500 million sounds very nice. The question is also, how much logic calculation is done per data point and that depends on the strategy individually. I think to iterate simple Arrays (in C or C++) could be the fastest method. How do you do it?
My optimization software is written in Java. It took me a number of years to refactor it in various ways to squeeze all that processing speed. There is nothing particularly magic about it. Just standard software engineering practices: -- efficient use of data structures (maps, queues, sets, lists) -- eliminating the processing bottlenecks (with the use of a CPU profiler) -- engaging all CPU cores to the full capacity, with good use of multi-threading -- ensuring that there is no disk I/O (beyond the initial loading of the data set) -- making it compute-bound as much as possible, relative to memory-bound -- caching everything that can be cached -- eliminating the unnecessary repetitions -- identifying what's computationally expensive, and refactoring it -- simulating GPU on CPU (think of running a chuck of tasks all at once, rather than one at a time) -- minimizing the memory foot print, the scope, and the immutability of objects My data sets are huge (about 70 million bars per symbol), so even with that speed of 500 million bars per second, some optimizations run for hours. In my typical trading strategy, there could be 5 parameters. Let's say we want to test the range of [1..10] for each parameter. This gives us 100K parameter permutations to back test. Each of this permutation has to be applied to the 70 million bars, so we have the total of: 100,000 * 70,000,000 = 7 trillion passes With the speed of 500 million passes per second, it would take about 4 hours to complete the optimization. For some optimizations, I let them run for days. So, there is a combinatorial explosion (i.e. "the curse of dimentiality") to fight, and the over-fitting effects to address. I have a number of techniques to deal with both. For the combinatorial explosion, it comes to the use of "smart" optimization techniques (as opposed to the brute-force optimization). For overfitting, it's about carefully choosing the cost functions (i.e. performance metrics), and performing the cluster analysis of the optimization space (looking for broad, sustained regions of elevated performance).

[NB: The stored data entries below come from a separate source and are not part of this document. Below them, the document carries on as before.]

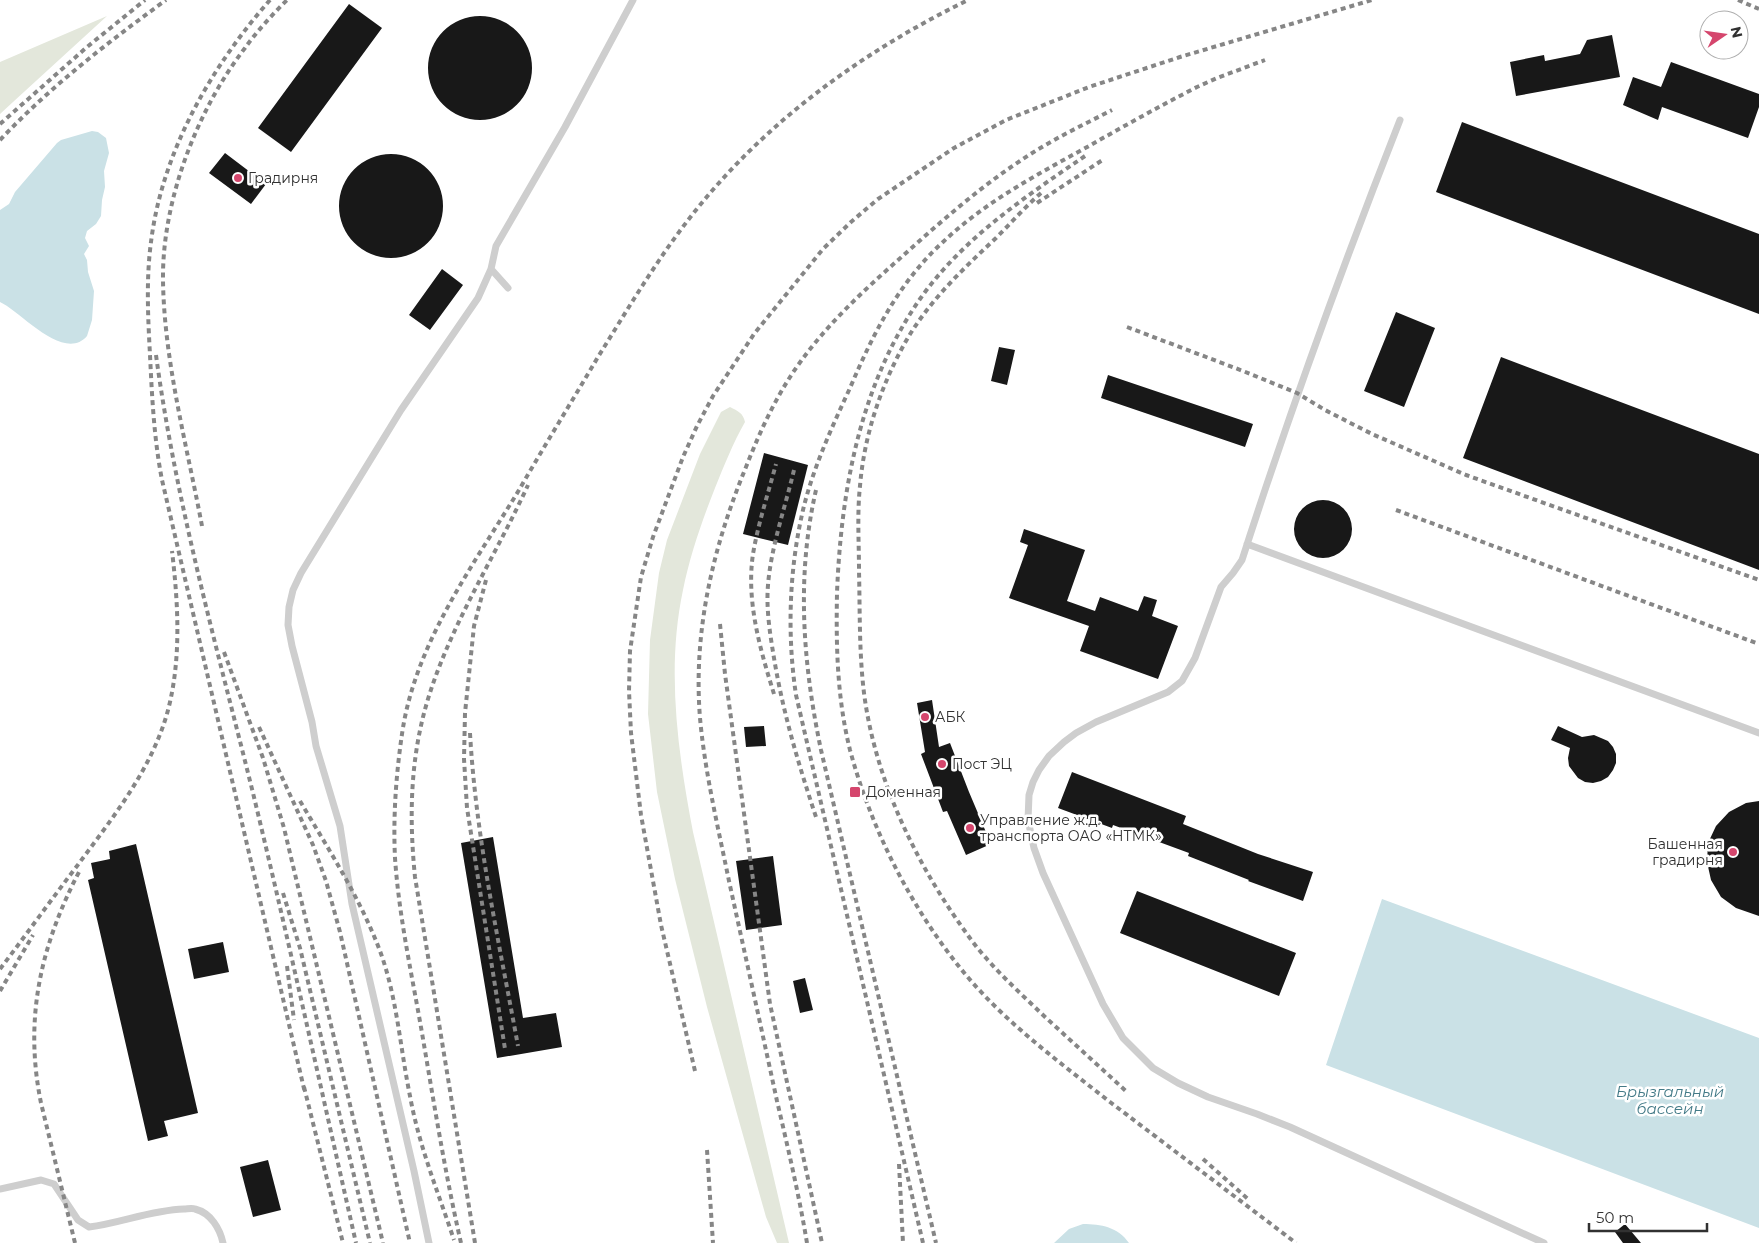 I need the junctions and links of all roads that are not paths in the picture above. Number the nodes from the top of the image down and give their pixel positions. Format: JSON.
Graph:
{"nodes":[{"id":1,"x":633,"y":0,"type":"edge"},
{"id":2,"x":1400,"y":120,"type":"dead end"},
{"id":3,"x":491,"y":269,"type":"junction"},
{"id":4,"x":508,"y":288,"type":"dead end"},
{"id":5,"x":1247,"y":544,"type":"junction"},
{"id":6,"x":1759,"y":733,"type":"edge"},
{"id":7,"x":0,"y":1189,"type":"edge"},
{"id":8,"x":223,"y":1243,"type":"edge"},
{"id":9,"x":429,"y":1243,"type":"edge"},
{"id":10,"x":1544,"y":1243,"type":"edge"}],
"edges":[{"from":1,"to":3,"type":"lane"},
{"from":2,"to":5,"type":"lane"},
{"from":3,"to":4,"type":"lane"},
{"from":3,"to":9,"type":"lane"},
{"from":5,"to":6,"type":"lane"},
{"from":5,"to":10,"type":"lane"},
{"from":7,"to":8,"type":"lane"}]} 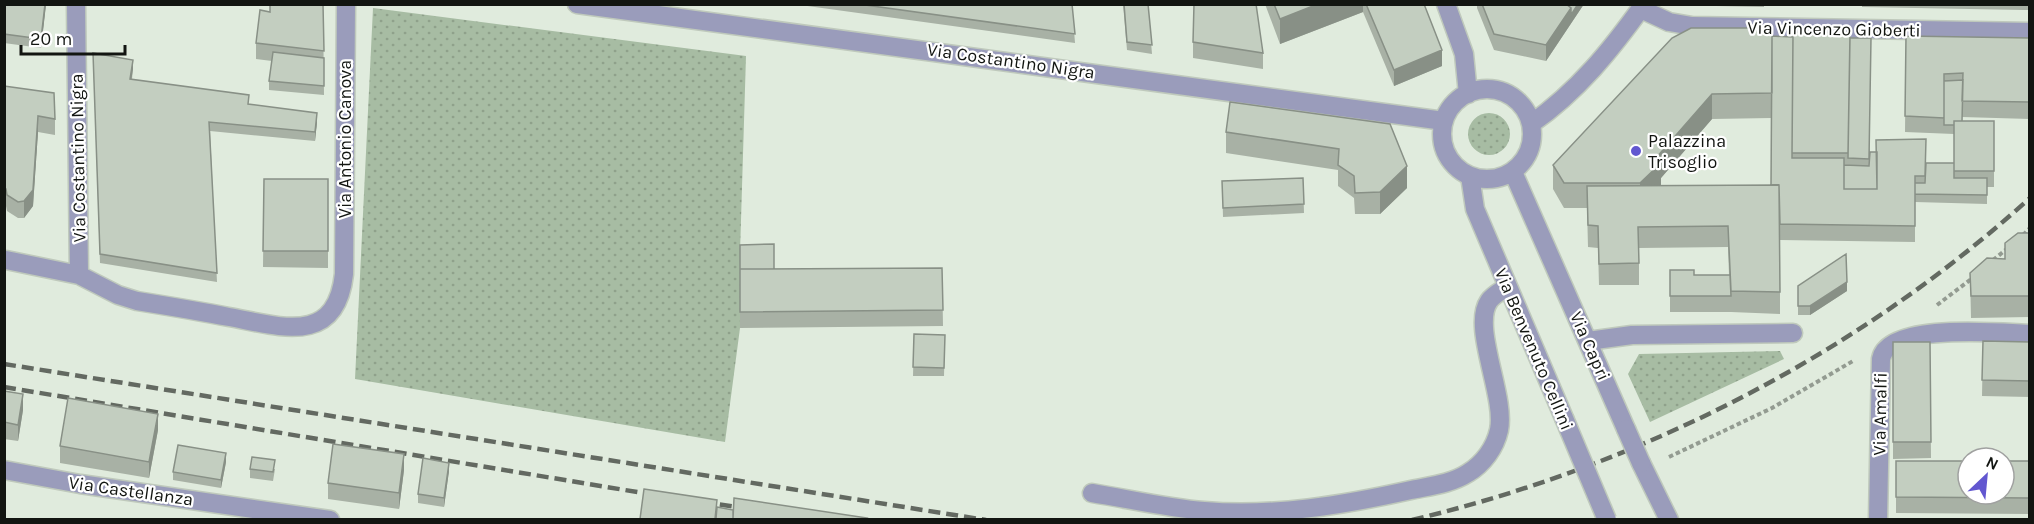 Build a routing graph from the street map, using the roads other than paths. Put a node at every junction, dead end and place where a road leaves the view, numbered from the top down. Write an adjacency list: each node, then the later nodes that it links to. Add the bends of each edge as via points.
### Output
1 (76, 4): 13 (street, Via Costantino Nigra)
2 (346, 4): 13 (street, Via Antonio Canova, via 344,274 342,290 327,316 292,329 137,301)
3 (577, 4): 8 (street, Via Costantino Nigra)
4 (1446, 4): 7 (street, via 1464,54)
5 (1643, 7): 6 (street, Via Vincenzo Gioberti, via 1660,19 1692,26); 9 (street, via 1574,92)
6 (2030, 32)
7 (1468, 94): 8 (street, via 1449,110); 9 (street, via 1493,90 1506,94 1517,101)
8 (1444, 121): 11 (street, via 1444,147 1459,169)
9 (1531, 124): 10 (street, via 1531,146)
10 (1513, 172): 11 (street, via 1492,179); 17 (street, Via Capri)
11 (1470, 176): 14 (street, Via Benvenuto Cellini, via 1475,209)
12 (6, 260): 13 (street, Via Antonio Canova)
13 (79, 275)
14 (1507, 287): 19 (street, via 1490,300 1484,312 1500,409 1498,432 1479,465 1452,481 1358,502 1248,512 1204,511); 21 (street, Via Benvenuto Cellini, bridge)
15 (1793, 333): 17 (street, via 1632,335)
16 (2030, 334): 23 (street, Via Amalfi, via 1930,333 1899,339 1886,348 1881,359)
17 (1588, 341): 22 (street, Via Capri, bridge)
18 (4, 470): 20 (street, Via Castellanza)
19 (1092, 493)
20 (330, 519)
21 (1607, 519)
22 (1669, 519)
23 (1878, 519) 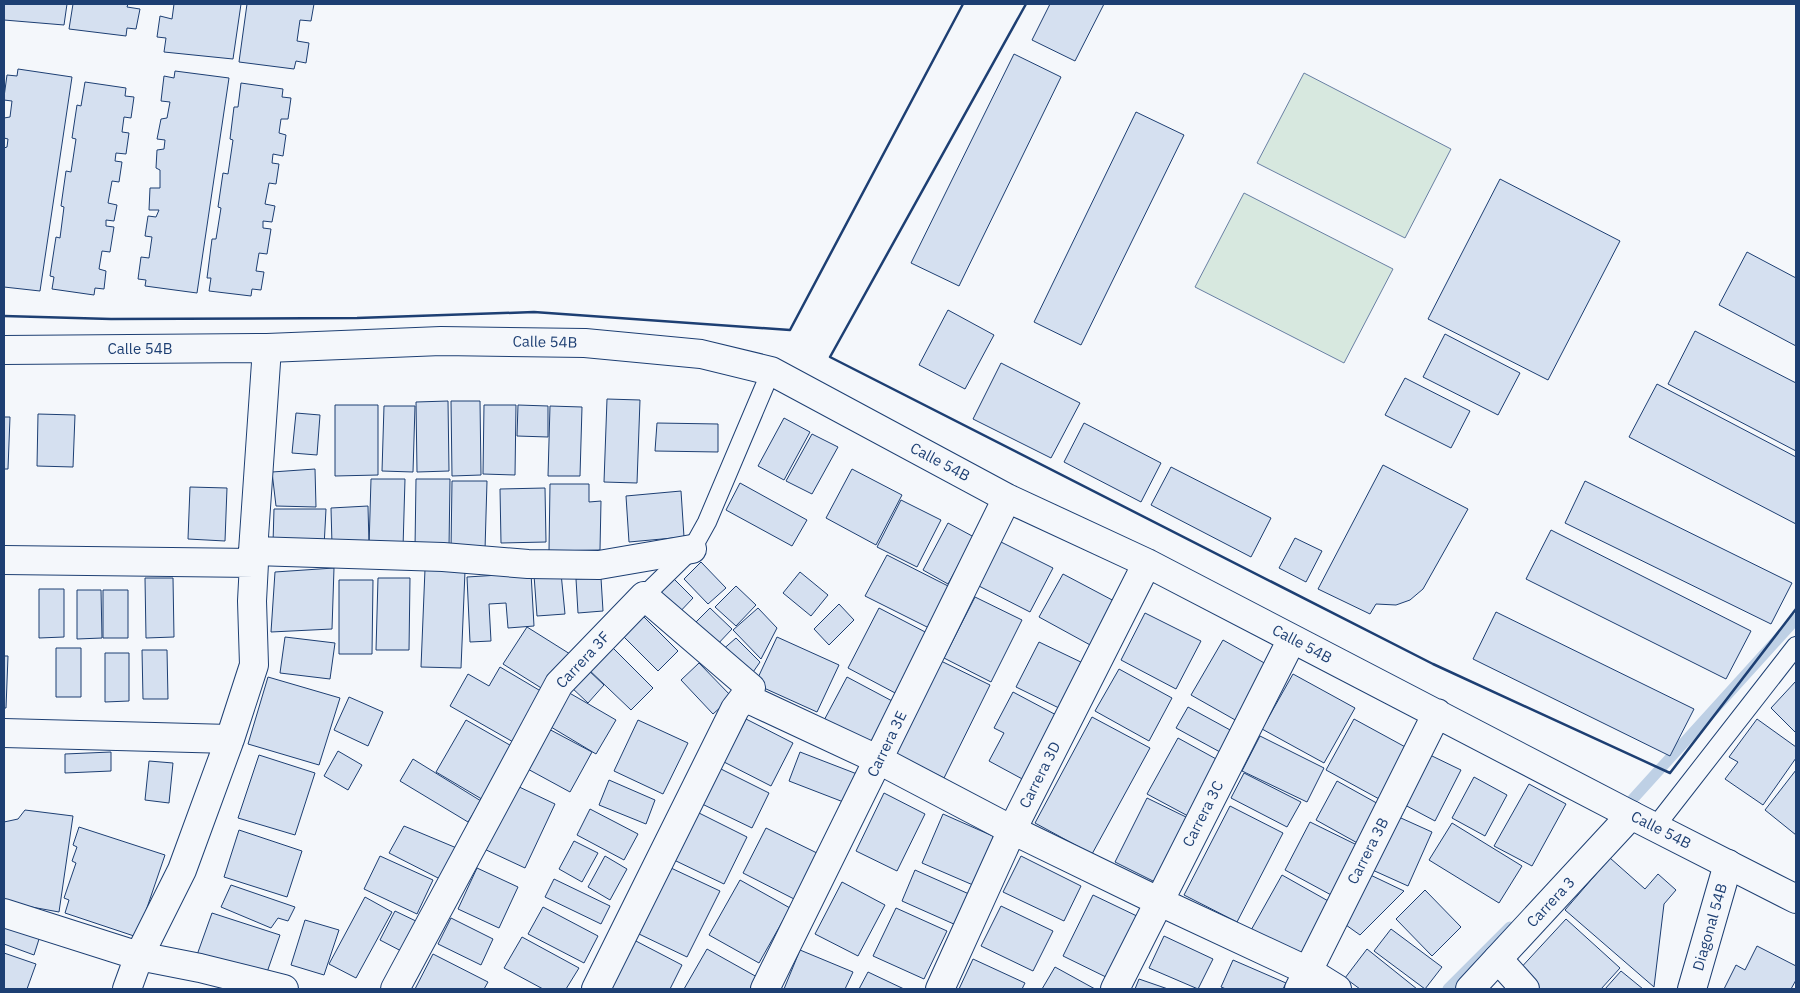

Thanks, ST. Yes, I am still using JBookTrader as my base code, and still using book imbalances for live trading.
I am in the "5% profitable" bucket, so I am better off than the proverbial 95% of the traders, but I am far from being wealthy. After back-testing literally hundreds of million of strategies, I realized that the main benefit of backtesting/optimization is to find out what does not work, rather than what works.
I still think the best approach is to learn how to trade first and then look for opportunities to automate and build a system once you have already found a successful strategy. That approach probably applies in any domain -- learn how to drive before trying to build a self-driving car. I'm surprised that any retail trader can still find an edge by trading order book imbalances. I would expect retail traders to be unable to compete against HFT while facing a severe latency disadvantage.